[Collected data entries]
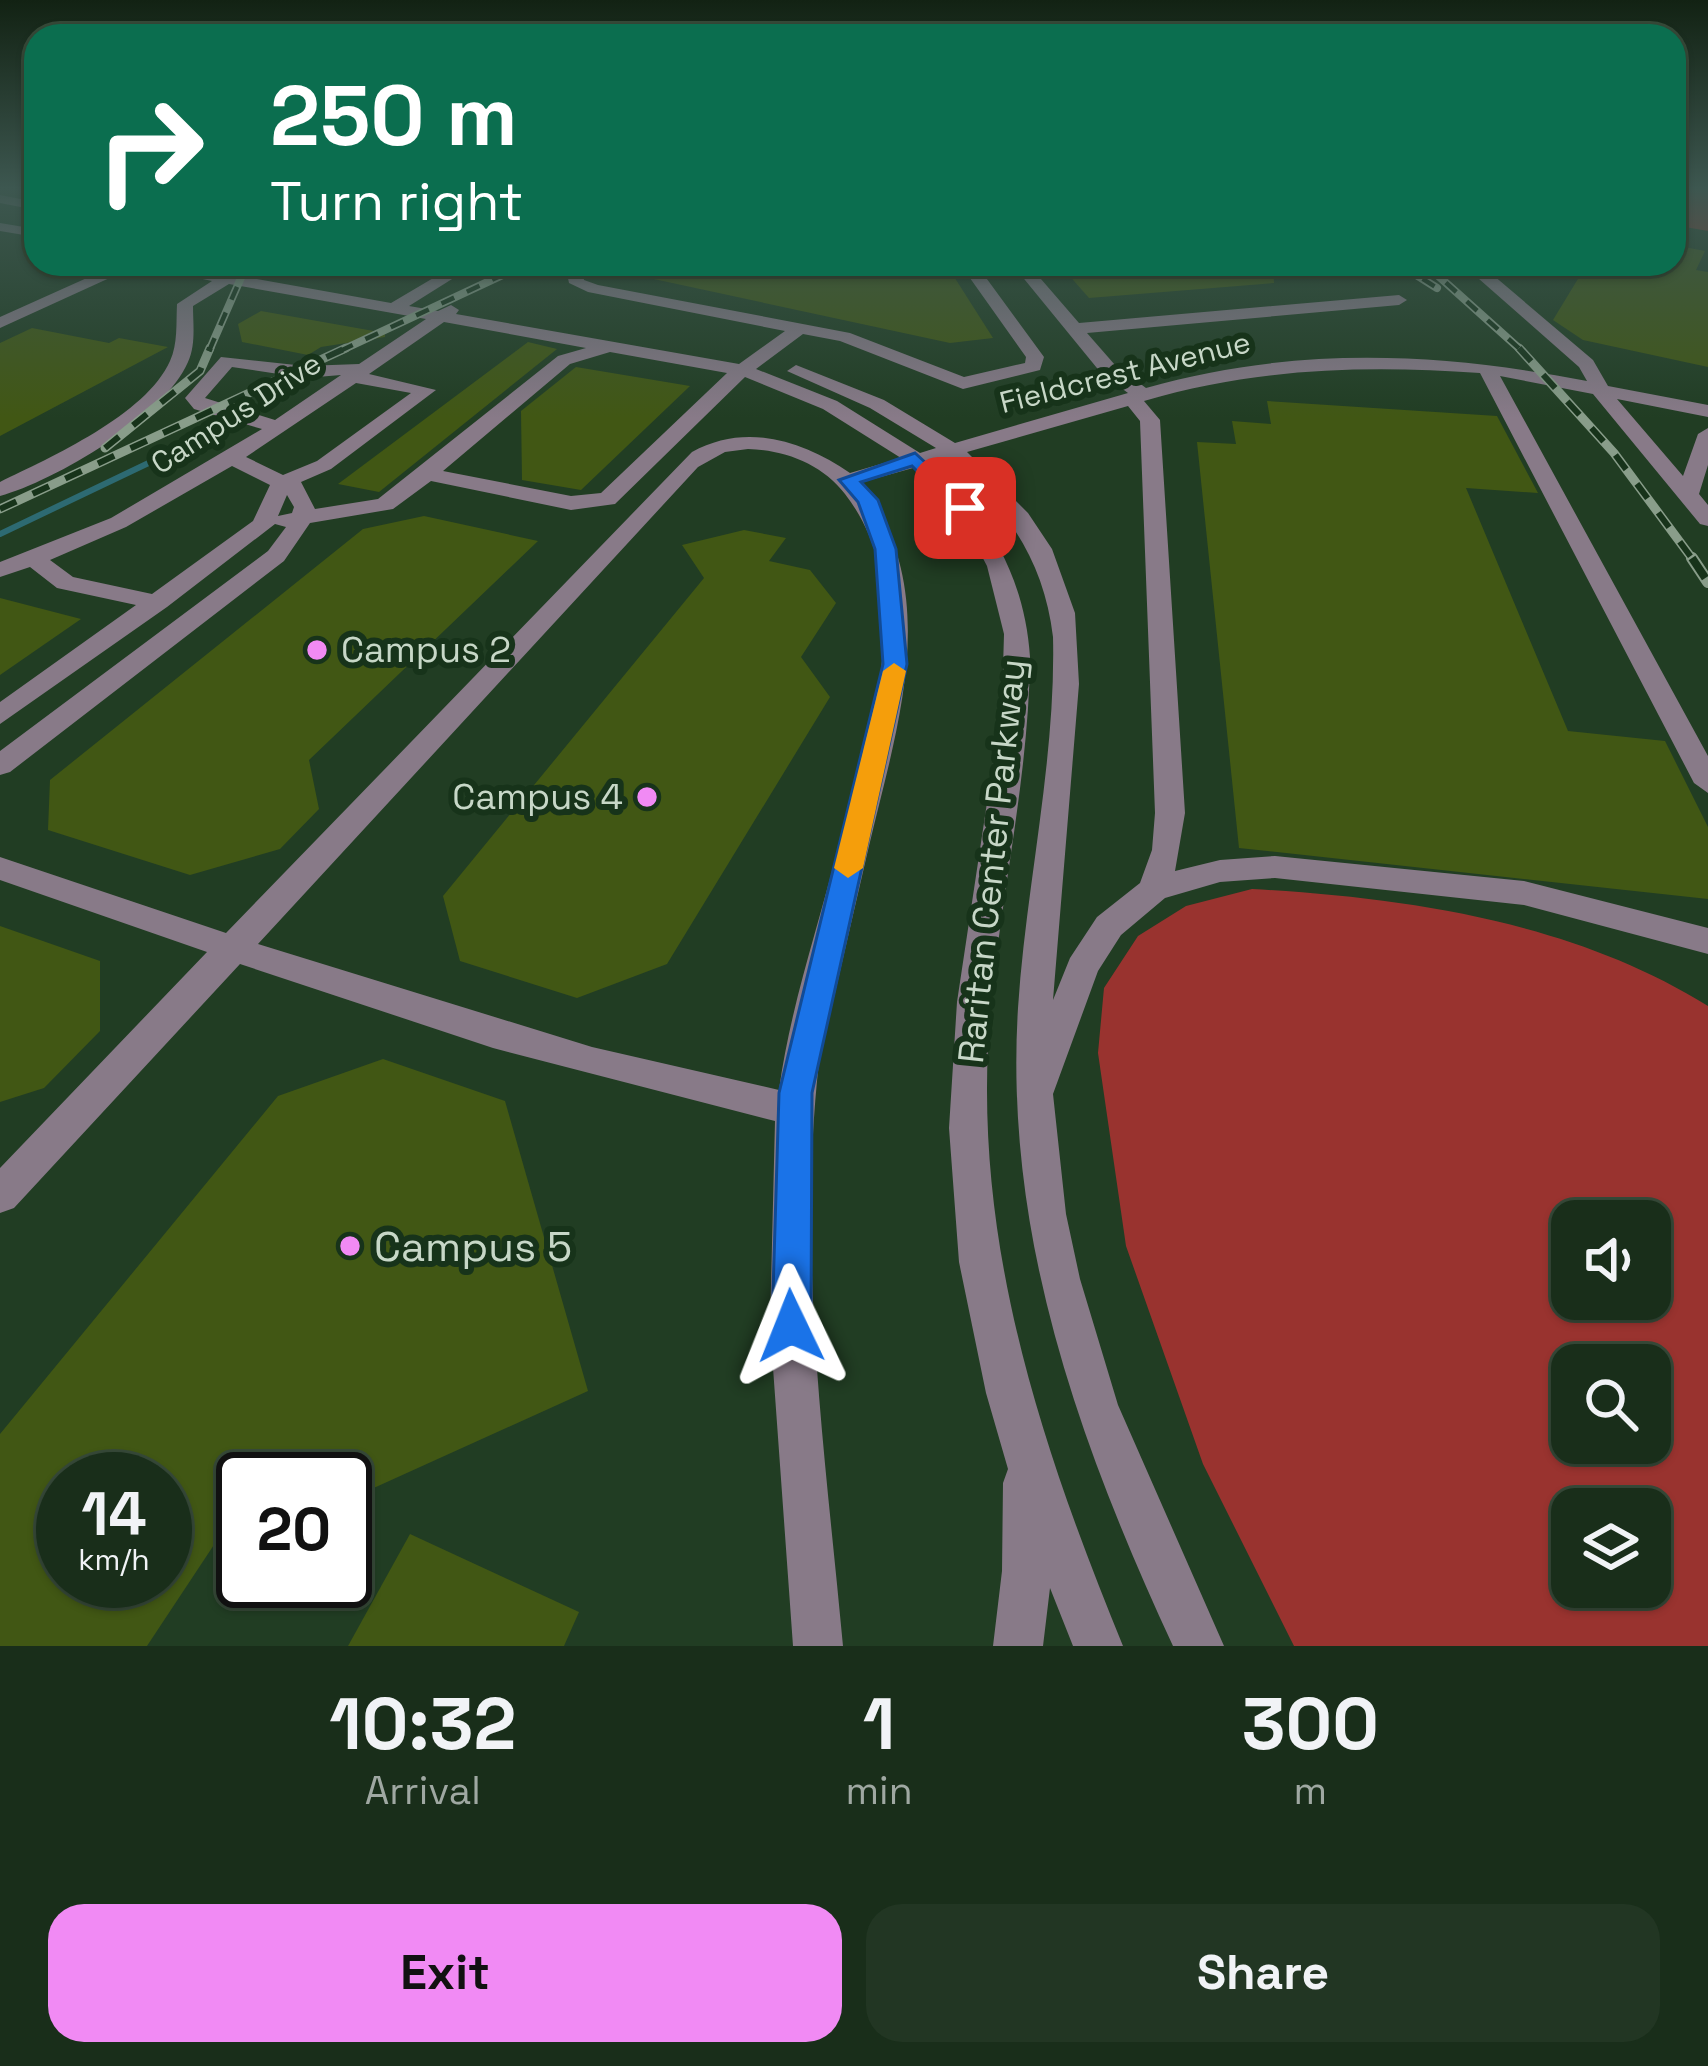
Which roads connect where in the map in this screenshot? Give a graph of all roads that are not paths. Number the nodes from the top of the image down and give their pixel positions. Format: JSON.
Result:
{"nodes":[{"id":1,"x":77,"y":276,"type":"edge"},
{"id":2,"x":104,"y":276,"type":"edge"},
{"id":3,"x":218,"y":276,"type":"edge"},
{"id":4,"x":264,"y":276,"type":"edge"},
{"id":5,"x":281,"y":276,"type":"edge"},
{"id":6,"x":448,"y":276,"type":"edge"},
{"id":7,"x":576,"y":276,"type":"edge"},
{"id":8,"x":977,"y":276,"type":"edge"},
{"id":9,"x":1030,"y":276,"type":"edge"},
{"id":10,"x":1484,"y":276,"type":"edge"},
{"id":11,"x":414,"y":296,"type":"junction"},
{"id":12,"x":1399,"y":300,"type":"dead end"},
{"id":13,"x":397,"y":306,"type":"junction"},
{"id":14,"x":0,"y":309,"type":"edge"},
{"id":15,"x":452,"y":309,"type":"junction"},
{"id":16,"x":0,"y":323,"type":"edge"},
{"id":17,"x":802,"y":327,"type":"junction"},
{"id":18,"x":1074,"y":329,"type":"junction"},
{"id":19,"x":638,"y":348,"type":"junction"},
{"id":20,"x":748,"y":364,"type":"junction"},
{"id":21,"x":1487,"y":368,"type":"junction"},
{"id":22,"x":358,"y":371,"type":"junction"},
{"id":23,"x":1598,"y":387,"type":"junction"},
{"id":24,"x":1137,"y":396,"type":"junction"},
{"id":25,"x":1708,"y":411,"type":"edge"},
{"id":26,"x":273,"y":426,"type":"junction"},
{"id":27,"x":1708,"y":434,"type":"edge"},
{"id":28,"x":933,"y":454,"type":"junction"},
{"id":29,"x":224,"y":458,"type":"junction"},
{"id":30,"x":427,"y":474,"type":"junction"},
{"id":31,"x":848,"y":480,"type":"junction"},
{"id":32,"x":282,"y":483,"type":"junction"},
{"id":33,"x":0,"y":490,"type":"edge"},
{"id":34,"x":1688,"y":494,"type":"junction"},
{"id":35,"x":301,"y":518,"type":"junction"},
{"id":36,"x":1708,"y":520,"type":"edge"},
{"id":37,"x":262,"y":525,"type":"junction"},
{"id":38,"x":35,"y":560,"type":"junction"},
{"id":39,"x":0,"y":570,"type":"edge"},
{"id":40,"x":158,"y":602,"type":"junction"},
{"id":41,"x":0,"y":715,"type":"edge"},
{"id":42,"x":0,"y":765,"type":"edge"},
{"id":43,"x":1708,"y":783,"type":"edge"},
{"id":44,"x":0,"y":868,"type":"edge"},
{"id":45,"x":1154,"y":890,"type":"junction"},
{"id":46,"x":1708,"y":941,"type":"edge"},
{"id":47,"x":236,"y":947,"type":"junction"},
{"id":48,"x":1034,"y":1105,"type":"junction"},
{"id":49,"x":794,"y":1109,"type":"junction"},
{"id":50,"x":0,"y":1195,"type":"edge"},
{"id":51,"x":1014,"y":1418,"type":"junction"},
{"id":52,"x":818,"y":1646,"type":"edge"},
{"id":53,"x":1018,"y":1646,"type":"edge"},
{"id":54,"x":1098,"y":1646,"type":"edge"},
{"id":55,"x":1199,"y":1646,"type":"edge"}],
"edges":[{"from":1,"to":14,"type":"street"},
{"from":2,"to":16,"type":"street"},
{"from":3,"to":33,"type":"street"},
{"from":4,"to":13,"type":"street","name":"Raritan Center Parkway"},
{"from":5,"to":11,"type":"street","name":"Raritan Center Parkway"},
{"from":6,"to":11,"type":"street"},
{"from":7,"to":17,"type":"street"},
{"from":8,"to":17,"type":"street"},
{"from":9,"to":18,"type":"street"},
{"from":10,"to":23,"type":"street"},
{"from":11,"to":13,"type":"street"},
{"from":11,"to":15,"type":"street","name":"Raritan Center Parkway"},
{"from":12,"to":18,"type":"street"},
{"from":13,"to":15,"type":"street","name":"Raritan Center Parkway"},
{"from":15,"to":19,"type":"street","name":"Raritan Center Parkway"},
{"from":15,"to":20,"type":"street","name":"Raritan Center Parkway"},
{"from":15,"to":22,"type":"street","name":"Campus Drive"},
{"from":17,"to":20,"type":"street"},
{"from":18,"to":24,"type":"street"},
{"from":19,"to":20,"type":"street","name":"Raritan Center Parkway"},
{"from":19,"to":30,"type":"street"},
{"from":20,"to":28,"type":"street","name":"Raritan Center Parkway"},
{"from":20,"to":28,"type":"street","name":"Raritan Center Parkway"},
{"from":20,"to":30,"type":"street"},
{"from":21,"to":23,"type":"street","name":"Fieldcrest Avenue"},
{"from":21,"to":24,"type":"street","name":"Fieldcrest Avenue"},
{"from":21,"to":43,"type":"street"},
{"from":22,"to":26,"type":"street","name":"Campus Drive"},
{"from":22,"to":26,"type":"street"},
{"from":22,"to":32,"type":"street"},
{"from":23,"to":25,"type":"street","name":"Fieldcrest Avenue"},
{"from":23,"to":34,"type":"street"},
{"from":24,"to":28,"type":"street","name":"Fieldcrest Avenue"},
{"from":24,"to":45,"type":"street"},
{"from":26,"to":29,"type":"street","name":"Campus Drive"},
{"from":27,"to":34,"type":"street"},
{"from":28,"to":31,"type":"street","name":"Fieldcrest Avenue"},
{"from":28,"to":48,"type":"street","name":"Raritan Center Parkway"},
{"from":28,"to":51,"type":"street","name":"Raritan Center Parkway"},
{"from":29,"to":32,"type":"street"},
{"from":29,"to":38,"type":"street","name":"Campus Drive"},
{"from":30,"to":35,"type":"street"},
{"from":31,"to":47,"type":"street"},
{"from":31,"to":49,"type":"street"},
{"from":32,"to":35,"type":"street"},
{"from":32,"to":37,"type":"street"},
{"from":34,"to":36,"type":"street"},
{"from":35,"to":37,"type":"street"},
{"from":35,"to":42,"type":"street"},
{"from":37,"to":40,"type":"street"},
{"from":38,"to":39,"type":"street","name":"Campus Drive"},
{"from":38,"to":40,"type":"street"},
{"from":40,"to":41,"type":"street"},
{"from":44,"to":47,"type":"street"},
{"from":45,"to":46,"type":"street"},
{"from":45,"to":48,"type":"street"},
{"from":47,"to":49,"type":"street"},
{"from":47,"to":50,"type":"street"},
{"from":48,"to":55,"type":"street","name":"Raritan Center Parkway"},
{"from":49,"to":52,"type":"street"},
{"from":51,"to":53,"type":"street"},
{"from":51,"to":54,"type":"street","name":"Raritan Center Parkway"}]}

### Exercise
Lines containing the word "Avenue" are to be pulled from the records and copied.

### Result of this exercise
{"from":21,"to":23,"type":"street","name":"Fieldcrest Avenue"},
{"from":21,"to":24,"type":"street","name":"Fieldcrest Avenue"},
{"from":23,"to":25,"type":"street","name":"Fieldcrest Avenue"},
{"from":24,"to":28,"type":"street","name":"Fieldcrest Avenue"},
{"from":28,"to":31,"type":"street","name":"Fieldcrest Avenue"},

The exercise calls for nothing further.